The Audit Committee is responsible for reviewing and discussing the audited financial statements with management, discussing with the independent registered public accountants the matters required in Auditing Standards No. 16, receiving written disclosures from the independent registered public accountants required by the applicable requirements of the Public Company Accounting Oversight Board regarding the independent registered public accountants’ communications with the Audit Committee concerning independence and discussing with the independent registered public accountants their independence, and recommending to our Board that the audited financial statements be included in our annual report on Form 10-K.

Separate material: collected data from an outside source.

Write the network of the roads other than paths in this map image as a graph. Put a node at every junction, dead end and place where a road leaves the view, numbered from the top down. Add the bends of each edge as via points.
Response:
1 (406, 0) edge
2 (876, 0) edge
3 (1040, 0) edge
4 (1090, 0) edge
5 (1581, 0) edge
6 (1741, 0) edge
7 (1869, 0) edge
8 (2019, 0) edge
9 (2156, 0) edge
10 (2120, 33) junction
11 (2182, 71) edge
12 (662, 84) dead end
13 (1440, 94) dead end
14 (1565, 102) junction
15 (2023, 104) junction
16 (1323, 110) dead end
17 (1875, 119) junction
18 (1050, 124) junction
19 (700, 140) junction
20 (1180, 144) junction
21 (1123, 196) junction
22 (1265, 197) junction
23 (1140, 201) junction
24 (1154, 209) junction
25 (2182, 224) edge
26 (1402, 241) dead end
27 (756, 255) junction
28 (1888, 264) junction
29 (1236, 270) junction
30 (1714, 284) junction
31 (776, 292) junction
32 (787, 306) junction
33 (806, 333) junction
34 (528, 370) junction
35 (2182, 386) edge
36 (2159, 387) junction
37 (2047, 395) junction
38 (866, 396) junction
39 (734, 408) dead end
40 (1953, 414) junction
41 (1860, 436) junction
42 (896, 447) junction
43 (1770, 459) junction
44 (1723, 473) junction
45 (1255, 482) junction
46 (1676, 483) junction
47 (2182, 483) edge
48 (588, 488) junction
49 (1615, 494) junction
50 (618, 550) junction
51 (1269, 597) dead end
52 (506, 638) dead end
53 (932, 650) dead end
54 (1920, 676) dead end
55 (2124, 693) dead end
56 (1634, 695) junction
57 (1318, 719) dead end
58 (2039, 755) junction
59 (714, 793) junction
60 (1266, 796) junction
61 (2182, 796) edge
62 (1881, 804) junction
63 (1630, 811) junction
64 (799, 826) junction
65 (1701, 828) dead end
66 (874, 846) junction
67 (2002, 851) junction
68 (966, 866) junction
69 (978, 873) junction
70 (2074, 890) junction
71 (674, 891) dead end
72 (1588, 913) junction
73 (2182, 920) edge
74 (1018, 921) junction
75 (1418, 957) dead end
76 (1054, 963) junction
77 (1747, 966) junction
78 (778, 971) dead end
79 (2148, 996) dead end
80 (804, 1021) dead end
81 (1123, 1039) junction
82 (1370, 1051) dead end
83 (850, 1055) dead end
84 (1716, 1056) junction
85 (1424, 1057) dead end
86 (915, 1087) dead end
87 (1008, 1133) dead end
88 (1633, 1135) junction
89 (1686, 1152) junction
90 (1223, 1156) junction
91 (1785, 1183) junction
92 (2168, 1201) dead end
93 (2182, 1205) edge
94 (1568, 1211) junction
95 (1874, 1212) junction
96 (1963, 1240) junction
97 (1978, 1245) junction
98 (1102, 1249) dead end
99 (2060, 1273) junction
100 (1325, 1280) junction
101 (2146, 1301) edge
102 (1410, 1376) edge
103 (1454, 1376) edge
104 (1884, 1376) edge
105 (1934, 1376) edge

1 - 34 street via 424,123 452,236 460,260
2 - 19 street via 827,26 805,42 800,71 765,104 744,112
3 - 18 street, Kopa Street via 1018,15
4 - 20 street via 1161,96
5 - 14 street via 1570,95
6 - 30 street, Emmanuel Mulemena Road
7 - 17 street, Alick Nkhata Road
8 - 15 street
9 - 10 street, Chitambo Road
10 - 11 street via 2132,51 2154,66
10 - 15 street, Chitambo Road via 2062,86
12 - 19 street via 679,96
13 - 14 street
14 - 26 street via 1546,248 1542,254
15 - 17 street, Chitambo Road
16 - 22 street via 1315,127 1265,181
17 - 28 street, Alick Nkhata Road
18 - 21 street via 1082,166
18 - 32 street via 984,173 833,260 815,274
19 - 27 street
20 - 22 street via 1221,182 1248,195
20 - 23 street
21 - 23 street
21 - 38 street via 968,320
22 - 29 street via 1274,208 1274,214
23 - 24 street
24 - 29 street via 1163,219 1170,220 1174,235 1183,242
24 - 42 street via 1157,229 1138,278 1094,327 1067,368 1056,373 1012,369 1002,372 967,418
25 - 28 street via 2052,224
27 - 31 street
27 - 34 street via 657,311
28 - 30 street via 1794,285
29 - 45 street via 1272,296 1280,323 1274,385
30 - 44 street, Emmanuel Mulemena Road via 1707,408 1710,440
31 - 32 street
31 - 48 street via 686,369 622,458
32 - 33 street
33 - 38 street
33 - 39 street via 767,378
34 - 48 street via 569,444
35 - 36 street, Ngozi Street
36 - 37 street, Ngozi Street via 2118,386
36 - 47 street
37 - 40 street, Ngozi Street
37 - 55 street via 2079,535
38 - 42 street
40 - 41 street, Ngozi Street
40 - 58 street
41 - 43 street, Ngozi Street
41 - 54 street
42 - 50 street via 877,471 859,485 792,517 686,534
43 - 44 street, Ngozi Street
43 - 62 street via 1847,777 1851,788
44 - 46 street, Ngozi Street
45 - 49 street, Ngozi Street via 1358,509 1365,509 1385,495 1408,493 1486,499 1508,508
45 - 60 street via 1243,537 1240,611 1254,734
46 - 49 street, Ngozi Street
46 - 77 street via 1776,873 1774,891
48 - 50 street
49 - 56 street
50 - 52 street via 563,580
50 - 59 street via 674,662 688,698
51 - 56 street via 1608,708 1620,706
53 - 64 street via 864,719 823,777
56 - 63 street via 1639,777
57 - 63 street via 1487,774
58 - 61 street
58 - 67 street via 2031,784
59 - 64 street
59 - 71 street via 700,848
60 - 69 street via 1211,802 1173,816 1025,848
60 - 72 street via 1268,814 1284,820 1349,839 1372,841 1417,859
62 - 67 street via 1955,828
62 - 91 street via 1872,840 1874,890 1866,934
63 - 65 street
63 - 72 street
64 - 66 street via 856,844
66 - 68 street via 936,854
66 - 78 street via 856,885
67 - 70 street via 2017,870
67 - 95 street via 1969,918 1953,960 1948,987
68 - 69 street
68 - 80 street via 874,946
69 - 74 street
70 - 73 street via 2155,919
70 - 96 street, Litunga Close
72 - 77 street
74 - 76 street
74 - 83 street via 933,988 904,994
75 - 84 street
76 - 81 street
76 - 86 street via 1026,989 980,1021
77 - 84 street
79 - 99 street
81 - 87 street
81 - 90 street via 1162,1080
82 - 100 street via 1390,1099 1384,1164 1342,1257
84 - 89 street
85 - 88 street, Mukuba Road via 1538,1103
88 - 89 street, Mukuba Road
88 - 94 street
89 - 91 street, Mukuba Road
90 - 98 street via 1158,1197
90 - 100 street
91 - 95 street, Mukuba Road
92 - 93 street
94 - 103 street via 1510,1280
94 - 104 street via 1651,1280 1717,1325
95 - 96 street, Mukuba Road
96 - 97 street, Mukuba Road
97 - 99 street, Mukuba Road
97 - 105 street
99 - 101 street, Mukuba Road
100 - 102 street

Attendance at Annual Meeting
Representatives of Marcum will be present at the Annual Meeting and will have an opportunity to make a statement if they so desire, and will be available to respond to appropriate questions from stockholders.
Change in Auditors
On June 20, 2023, the Company requested and the Audit Committee accepted the resignation of BDO, the Company’s independent registered public accounting firm, effective June 20, 2023. The Audit Committee
 
28

TABLE OF CONTENTS
 
approved the engagement of Marcum as its new independent registered public accounting firm as of and for the year ended December 31, 2023 to fill the vacancy created by the resignation of BDO. As described below, the change in independent registered public accounting firm is not the result of any disagreement with BDO.
BDO’s audit reports on the Company’s financial statements for the years ended December 31, 2021 and 2022 did not provide an adverse opinion or disclaimer of opinion to the Company’s financial statements, nor modify its opinion as to uncertainty, audit scope or accounting principles, except that (i) the reports contained explanatory paragraphs stating that conditions existed that raised substantial doubt about the Company’s ability to continue as a going concern and (ii) the report for the year ended December 31, 2021 contained a paragraph related to the restatement of the 2021 financial statements.
During the fiscal years ended December 31, 2021 and 2022, and the subsequent interim periods through June 20, 2023, there were: (i) no disagreements within the meaning of Item 304(a)(1)(iv) of Regulation S-K and the related instructions between the Company and BDO on any matters of accounting principles or practices, financial statement disclosure, or auditing scope or procedure which, if not resolved to BDO’s satisfaction, would have caused BDO to make reference thereto in their reports; and (ii) no “reportable events” within the meaning of Item 304(a)(1)(v) of Regulation S-K, except (a) the material weakness in internal controls identified by management in August 2022 related to the design and implementation of controls to evaluate and monitor the presentation and compliance with accounting principles generally accepted in the United States of America related to the cash flow statement and (b) the material weaknesses identified during the year ended December 31, 2020 and interim reporting periods during the year ended December 31, 2021 related to (x) segregation of duties risks in connection with the Company’s information technology infrastructure and (y) the fact that policies and procedures with respect to the review, supervision and monitoring of the Company’s accounting and reporting functions were either not designed and in place, or not operating effectively.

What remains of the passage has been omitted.